→ **EXERCISE BRIEF**
How many lines of the data include the string "Tishrei"? State that number alone.

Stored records
■ ■ ■ ■ ■ ■ ■

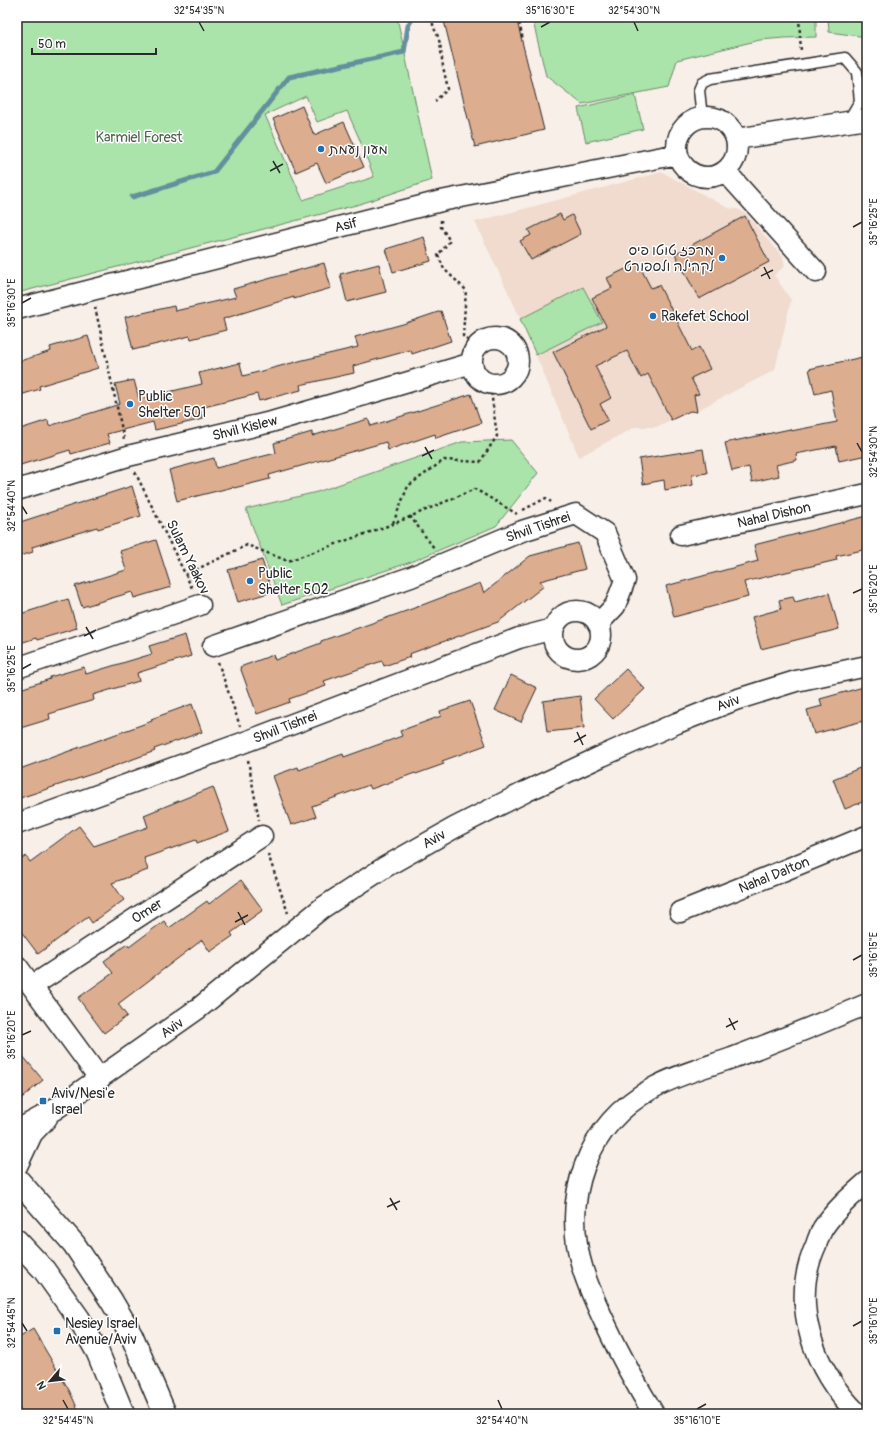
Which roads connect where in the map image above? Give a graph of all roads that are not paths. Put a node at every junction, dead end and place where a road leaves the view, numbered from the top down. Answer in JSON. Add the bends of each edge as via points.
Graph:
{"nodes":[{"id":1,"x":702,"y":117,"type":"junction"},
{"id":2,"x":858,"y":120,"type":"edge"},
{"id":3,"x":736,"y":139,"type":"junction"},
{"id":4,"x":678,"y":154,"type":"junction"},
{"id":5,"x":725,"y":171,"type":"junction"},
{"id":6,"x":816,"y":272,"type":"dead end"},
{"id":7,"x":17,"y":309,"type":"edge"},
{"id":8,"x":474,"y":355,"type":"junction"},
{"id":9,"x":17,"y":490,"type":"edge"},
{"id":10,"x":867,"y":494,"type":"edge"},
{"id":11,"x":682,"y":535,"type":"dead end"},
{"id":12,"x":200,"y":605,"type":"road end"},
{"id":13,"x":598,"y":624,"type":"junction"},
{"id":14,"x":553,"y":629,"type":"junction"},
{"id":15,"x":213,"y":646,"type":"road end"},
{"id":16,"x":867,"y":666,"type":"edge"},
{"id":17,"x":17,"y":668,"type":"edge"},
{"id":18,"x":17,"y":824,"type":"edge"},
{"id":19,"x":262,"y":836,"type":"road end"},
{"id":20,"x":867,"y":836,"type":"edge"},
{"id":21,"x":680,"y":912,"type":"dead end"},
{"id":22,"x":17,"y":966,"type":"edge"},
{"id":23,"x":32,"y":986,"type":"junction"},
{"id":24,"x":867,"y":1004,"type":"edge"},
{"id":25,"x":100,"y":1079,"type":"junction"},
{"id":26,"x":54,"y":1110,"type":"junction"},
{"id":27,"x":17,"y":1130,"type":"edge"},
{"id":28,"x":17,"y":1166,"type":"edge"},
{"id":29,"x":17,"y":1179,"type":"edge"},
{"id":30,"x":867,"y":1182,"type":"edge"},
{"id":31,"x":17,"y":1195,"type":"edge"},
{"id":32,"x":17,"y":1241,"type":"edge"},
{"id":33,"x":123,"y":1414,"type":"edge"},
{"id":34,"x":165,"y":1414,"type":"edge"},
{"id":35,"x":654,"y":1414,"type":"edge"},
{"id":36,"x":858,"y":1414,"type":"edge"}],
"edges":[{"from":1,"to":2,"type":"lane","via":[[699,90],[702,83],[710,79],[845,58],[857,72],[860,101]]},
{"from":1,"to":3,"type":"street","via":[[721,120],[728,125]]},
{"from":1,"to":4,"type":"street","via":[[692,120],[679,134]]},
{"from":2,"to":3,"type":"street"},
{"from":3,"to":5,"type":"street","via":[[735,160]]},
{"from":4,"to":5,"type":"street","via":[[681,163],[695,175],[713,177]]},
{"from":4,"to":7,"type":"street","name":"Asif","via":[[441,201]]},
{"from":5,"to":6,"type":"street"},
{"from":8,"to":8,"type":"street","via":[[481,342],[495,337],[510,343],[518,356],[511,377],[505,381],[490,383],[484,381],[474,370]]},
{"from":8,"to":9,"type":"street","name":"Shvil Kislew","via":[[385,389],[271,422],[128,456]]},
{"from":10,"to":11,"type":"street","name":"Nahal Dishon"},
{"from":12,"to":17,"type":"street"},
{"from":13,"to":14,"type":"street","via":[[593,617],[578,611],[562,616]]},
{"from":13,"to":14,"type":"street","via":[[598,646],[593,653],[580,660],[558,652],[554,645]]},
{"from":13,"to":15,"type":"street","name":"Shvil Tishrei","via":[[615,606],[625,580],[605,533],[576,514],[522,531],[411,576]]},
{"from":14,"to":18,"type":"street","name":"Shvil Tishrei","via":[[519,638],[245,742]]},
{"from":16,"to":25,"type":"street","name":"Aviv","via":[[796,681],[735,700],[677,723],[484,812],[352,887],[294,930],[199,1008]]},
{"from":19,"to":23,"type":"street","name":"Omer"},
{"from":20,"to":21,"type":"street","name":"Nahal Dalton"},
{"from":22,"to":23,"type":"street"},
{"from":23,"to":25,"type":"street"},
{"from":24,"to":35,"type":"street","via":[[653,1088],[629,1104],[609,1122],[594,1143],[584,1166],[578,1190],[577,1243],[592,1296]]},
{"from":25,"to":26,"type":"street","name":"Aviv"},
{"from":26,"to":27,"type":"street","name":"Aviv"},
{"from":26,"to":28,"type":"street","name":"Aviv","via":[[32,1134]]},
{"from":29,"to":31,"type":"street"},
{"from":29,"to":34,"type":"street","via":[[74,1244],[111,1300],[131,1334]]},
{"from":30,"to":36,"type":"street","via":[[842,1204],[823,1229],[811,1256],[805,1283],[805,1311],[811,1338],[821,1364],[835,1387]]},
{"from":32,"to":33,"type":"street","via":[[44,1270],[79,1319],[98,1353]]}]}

■ ■ ■ ■ ■ ■ ■

→ **YOUR RESPONSE**
2